____ DATA SHOWN

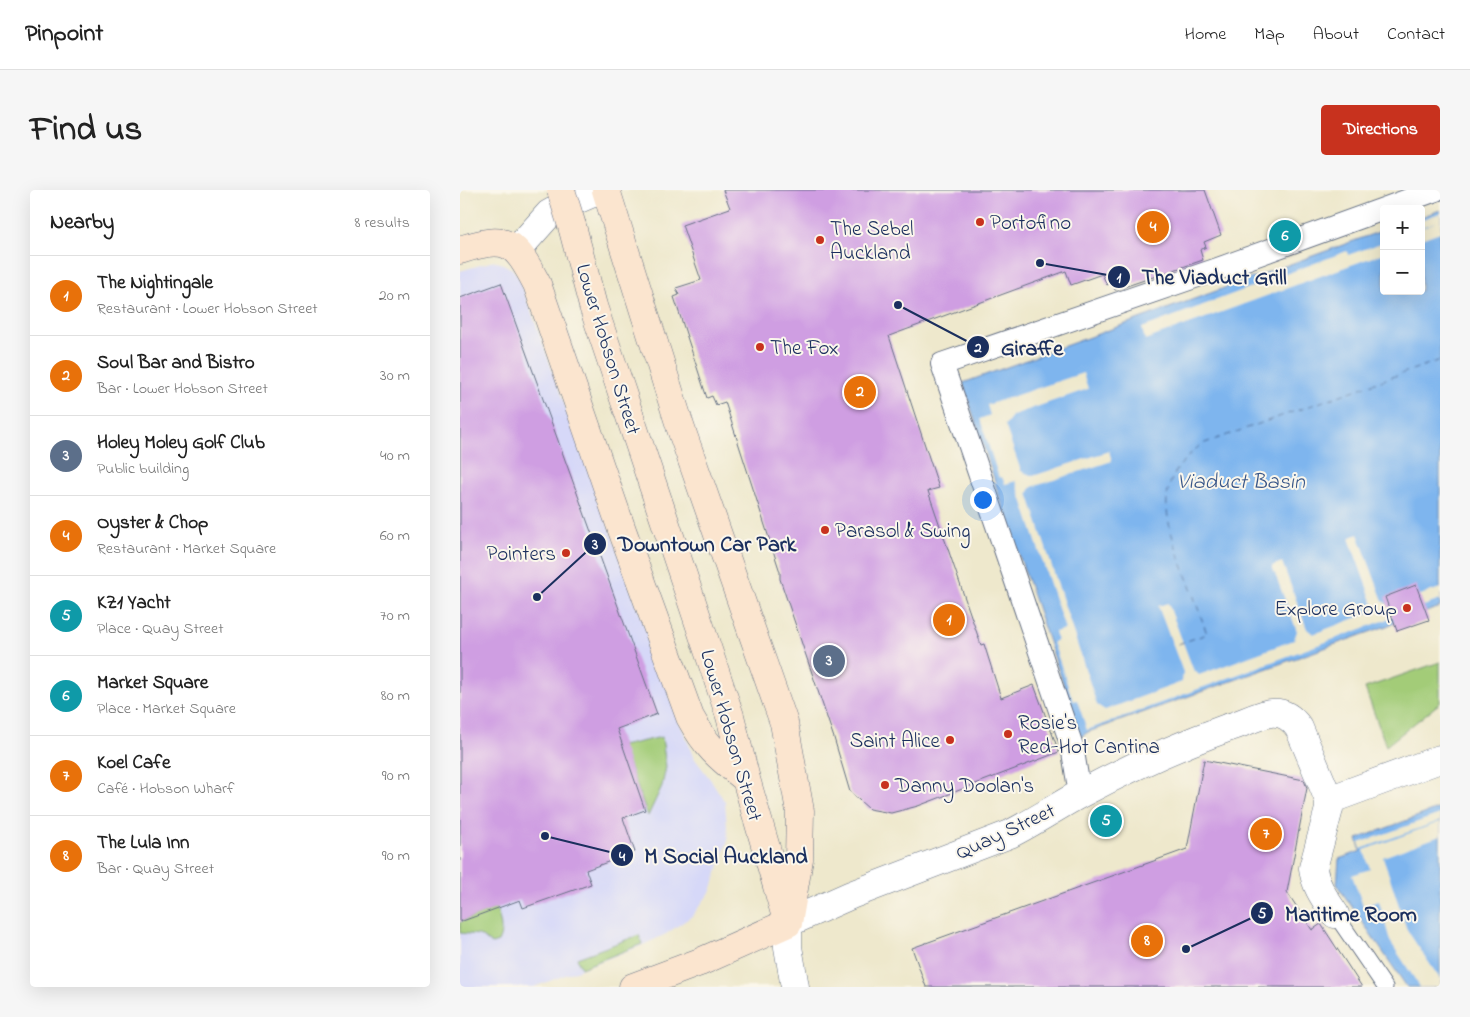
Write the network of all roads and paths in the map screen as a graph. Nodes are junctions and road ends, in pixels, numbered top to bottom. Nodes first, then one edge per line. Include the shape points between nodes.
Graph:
1 (560, 190) edge
2 (600, 190) edge
3 (606, 190) edge
4 (1436, 190) edge
5 (1403, 196) edge
6 (460, 250) edge
7 (517, 250) junction
8 (1440, 759) edge
9 (746, 779) junction
10 (1080, 794) junction
11 (1329, 800) junction
12 (1335, 914) joint
13 (788, 923) junction
14 (633, 987) edge
15 (795, 987) edge
16 (1385, 987) edge

1 - 9 main road, Lower Hobson Street, bridge via 593,306 730,716
2 - 7 street via 549,214
3 - 13 main road, Lower Hobson Street via 681,429 784,723 800,811 798,859
4 - 5 street
5 - 10 street via 1215,270 942,364 1072,746
6 - 7 main road via 499,242
7 - 9 main road via 537,284 690,717 704,742
8 - 11 street
9 - 13 main road, Lower Hobson Street
10 - 11 street, Quay Street via 1211,734 1271,713 1292,719 1299,728
10 - 13 street, Quay Street via 1010,834
11 - 12 street via 1314,878
12 - 16 lane
13 - 14 main road, Quay Street
13 - 15 street via 788,947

________

- _REQUIRED WORK_:
Take the records above and transcribe them exactly, dropping every picture.

- _RESPONSE TO THE EXERCISE_:
Write the network of all roads and paths in the map screen as a graph. Nodes are junctions and road ends, in pixels, numbered top to bottom. Nodes first, then one edge per line. Include the shape points between nodes.
Graph:
1 (560, 190) edge
2 (600, 190) edge
3 (606, 190) edge
4 (1436, 190) edge
5 (1403, 196) edge
6 (460, 250) edge
7 (517, 250) junction
8 (1440, 759) edge
9 (746, 779) junction
10 (1080, 794) junction
11 (1329, 800) junction
12 (1335, 914) joint
13 (788, 923) junction
14 (633, 987) edge
15 (795, 987) edge
16 (1385, 987) edge

1 - 9 main road, Lower Hobson Street, bridge via 593,306 730,716
2 - 7 street via 549,214
3 - 13 main road, Lower Hobson Street via 681,429 784,723 800,811 798,859
4 - 5 street
5 - 10 street via 1215,270 942,364 1072,746
6 - 7 main road via 499,242
7 - 9 main road via 537,284 690,717 704,742
8 - 11 street
9 - 13 main road, Lower Hobson Street
10 - 11 street, Quay Street via 1211,734 1271,713 1292,719 1299,728
10 - 13 street, Quay Street via 1010,834
11 - 12 street via 1314,878
12 - 16 lane
13 - 14 main road, Quay Street
13 - 15 street via 788,947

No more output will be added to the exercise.